-- Opening Marker --

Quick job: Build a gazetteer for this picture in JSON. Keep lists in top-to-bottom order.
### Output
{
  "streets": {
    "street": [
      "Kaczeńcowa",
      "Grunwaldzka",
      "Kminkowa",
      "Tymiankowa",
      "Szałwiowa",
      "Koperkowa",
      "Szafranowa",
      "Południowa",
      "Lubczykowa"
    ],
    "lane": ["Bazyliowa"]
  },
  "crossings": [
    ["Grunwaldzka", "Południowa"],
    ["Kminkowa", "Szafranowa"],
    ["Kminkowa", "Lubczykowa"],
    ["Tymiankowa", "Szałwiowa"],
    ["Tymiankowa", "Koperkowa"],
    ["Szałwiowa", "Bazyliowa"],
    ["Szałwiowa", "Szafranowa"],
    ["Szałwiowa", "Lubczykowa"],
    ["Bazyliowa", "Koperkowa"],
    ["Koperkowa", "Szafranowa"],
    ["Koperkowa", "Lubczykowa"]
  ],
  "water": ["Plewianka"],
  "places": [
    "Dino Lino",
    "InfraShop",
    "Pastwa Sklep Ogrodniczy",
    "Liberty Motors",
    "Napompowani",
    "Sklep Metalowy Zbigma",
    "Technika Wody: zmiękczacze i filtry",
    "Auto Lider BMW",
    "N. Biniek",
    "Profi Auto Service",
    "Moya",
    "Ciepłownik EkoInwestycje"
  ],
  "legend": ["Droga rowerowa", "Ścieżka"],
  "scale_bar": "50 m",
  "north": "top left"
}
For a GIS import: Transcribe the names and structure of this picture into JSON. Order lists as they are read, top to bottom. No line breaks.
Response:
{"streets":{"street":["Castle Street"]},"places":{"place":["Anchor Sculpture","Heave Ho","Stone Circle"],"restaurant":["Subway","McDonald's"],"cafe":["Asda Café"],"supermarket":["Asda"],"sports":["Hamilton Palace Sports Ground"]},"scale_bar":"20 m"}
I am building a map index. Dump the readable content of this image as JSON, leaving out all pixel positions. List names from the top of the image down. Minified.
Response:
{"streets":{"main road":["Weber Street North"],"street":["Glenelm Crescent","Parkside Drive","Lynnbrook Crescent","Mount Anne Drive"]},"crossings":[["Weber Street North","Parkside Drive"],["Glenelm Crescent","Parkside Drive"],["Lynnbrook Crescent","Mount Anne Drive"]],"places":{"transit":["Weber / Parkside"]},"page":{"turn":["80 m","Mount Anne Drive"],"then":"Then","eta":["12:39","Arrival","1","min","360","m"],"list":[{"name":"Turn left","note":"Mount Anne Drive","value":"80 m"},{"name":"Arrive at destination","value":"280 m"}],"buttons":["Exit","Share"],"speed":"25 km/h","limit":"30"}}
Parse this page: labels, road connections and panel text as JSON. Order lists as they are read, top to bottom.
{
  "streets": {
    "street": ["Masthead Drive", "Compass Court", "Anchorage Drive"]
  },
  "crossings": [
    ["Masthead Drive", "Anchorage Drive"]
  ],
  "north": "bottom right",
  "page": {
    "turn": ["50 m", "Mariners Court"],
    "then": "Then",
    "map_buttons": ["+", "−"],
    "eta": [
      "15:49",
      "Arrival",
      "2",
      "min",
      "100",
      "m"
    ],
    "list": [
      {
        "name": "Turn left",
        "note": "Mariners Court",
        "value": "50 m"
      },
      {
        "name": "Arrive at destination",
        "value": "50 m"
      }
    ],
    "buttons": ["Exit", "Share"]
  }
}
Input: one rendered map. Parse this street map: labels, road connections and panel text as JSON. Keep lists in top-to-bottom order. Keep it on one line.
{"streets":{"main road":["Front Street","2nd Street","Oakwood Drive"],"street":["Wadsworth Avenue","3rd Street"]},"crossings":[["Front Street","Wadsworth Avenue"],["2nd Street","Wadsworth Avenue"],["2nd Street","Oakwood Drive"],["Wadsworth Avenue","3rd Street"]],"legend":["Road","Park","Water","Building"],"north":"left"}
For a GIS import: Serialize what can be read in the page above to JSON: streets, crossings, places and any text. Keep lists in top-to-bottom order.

-- Closing Marker --

• [TASK BRIEF] Output every line of the listing word for word.

• [EXERCISE RESPONSE]
Quick job: Build a gazetteer for this picture in JSON. Keep lists in top-to-bottom order.
### Output
{
  "streets": {
    "street": [
      "Kaczeńcowa",
      "Grunwaldzka",
      "Kminkowa",
      "Tymiankowa",
      "Szałwiowa",
      "Koperkowa",
      "Szafranowa",
      "Południowa",
      "Lubczykowa"
    ],
    "lane": ["Bazyliowa"]
  },
  "crossings": [
    ["Grunwaldzka", "Południowa"],
    ["Kminkowa", "Szafranowa"],
    ["Kminkowa", "Lubczykowa"],
    ["Tymiankowa", "Szałwiowa"],
    ["Tymiankowa", "Koperkowa"],
    ["Szałwiowa", "Bazyliowa"],
    ["Szałwiowa", "Szafranowa"],
    ["Szałwiowa", "Lubczykowa"],
    ["Bazyliowa", "Koperkowa"],
    ["Koperkowa", "Szafranowa"],
    ["Koperkowa", "Lubczykowa"]
  ],
  "water": ["Plewianka"],
  "places": [
    "Dino Lino",
    "InfraShop",
    "Pastwa Sklep Ogrodniczy",
    "Liberty Motors",
    "Napompowani",
    "Sklep Metalowy Zbigma",
    "Technika Wody: zmiękczacze i filtry",
    "Auto Lider BMW",
    "N. Biniek",
    "Profi Auto Service",
    "Moya",
    "Ciepłownik EkoInwestycje"
  ],
  "legend": ["Droga rowerowa", "Ścieżka"],
  "scale_bar": "50 m",
  "north": "top left"
}
For a GIS import: Transcribe the names and structure of this picture into JSON. Order lists as they are read, top to bottom. No line breaks.
Response:
{"streets":{"street":["Castle Street"]},"places":{"place":["Anchor Sculpture","Heave Ho","Stone Circle"],"restaurant":["Subway","McDonald's"],"cafe":["Asda Café"],"supermarket":["Asda"],"sports":["Hamilton Palace Sports Ground"]},"scale_bar":"20 m"}
I am building a map index. Dump the readable content of this image as JSON, leaving out all pixel positions. List names from the top of the image down. Minified.
Response:
{"streets":{"main road":["Weber Street North"],"street":["Glenelm Crescent","Parkside Drive","Lynnbrook Crescent","Mount Anne Drive"]},"crossings":[["Weber Street North","Parkside Drive"],["Glenelm Crescent","Parkside Drive"],["Lynnbrook Crescent","Mount Anne Drive"]],"places":{"transit":["Weber / Parkside"]},"page":{"turn":["80 m","Mount Anne Drive"],"then":"Then","eta":["12:39","Arrival","1","min","360","m"],"list":[{"name":"Turn left","note":"Mount Anne Drive","value":"80 m"},{"name":"Arrive at destination","value":"280 m"}],"buttons":["Exit","Share"],"speed":"25 km/h","limit":"30"}}
Parse this page: labels, road connections and panel text as JSON. Order lists as they are read, top to bottom.
{
  "streets": {
    "street": ["Masthead Drive", "Compass Court", "Anchorage Drive"]
  },
  "crossings": [
    ["Masthead Drive", "Anchorage Drive"]
  ],
  "north": "bottom right",
  "page": {
    "turn": ["50 m", "Mariners Court"],
    "then": "Then",
    "map_buttons": ["+", "−"],
    "eta": [
      "15:49",
      "Arrival",
      "2",
      "min",
      "100",
      "m"
    ],
    "list": [
      {
        "name": "Turn left",
        "note": "Mariners Court",
        "value": "50 m"
      },
      {
        "name": "Arrive at destination",
        "value": "50 m"
      }
    ],
    "buttons": ["Exit", "Share"]
  }
}
Input: one rendered map. Parse this street map: labels, road connections and panel text as JSON. Keep lists in top-to-bottom order. Keep it on one line.
{"streets":{"main road":["Front Street","2nd Street","Oakwood Drive"],"street":["Wadsworth Avenue","3rd Street"]},"crossings":[["Front Street","Wadsworth Avenue"],["2nd Street","Wadsworth Avenue"],["2nd Street","Oakwood Drive"],["Wadsworth Avenue","3rd Street"]],"legend":["Road","Park","Water","Building"],"north":"left"}
For a GIS import: Serialize what can be read in the page above to JSON: streets, crossings, places and any text. Keep lists in top-to-bottom order.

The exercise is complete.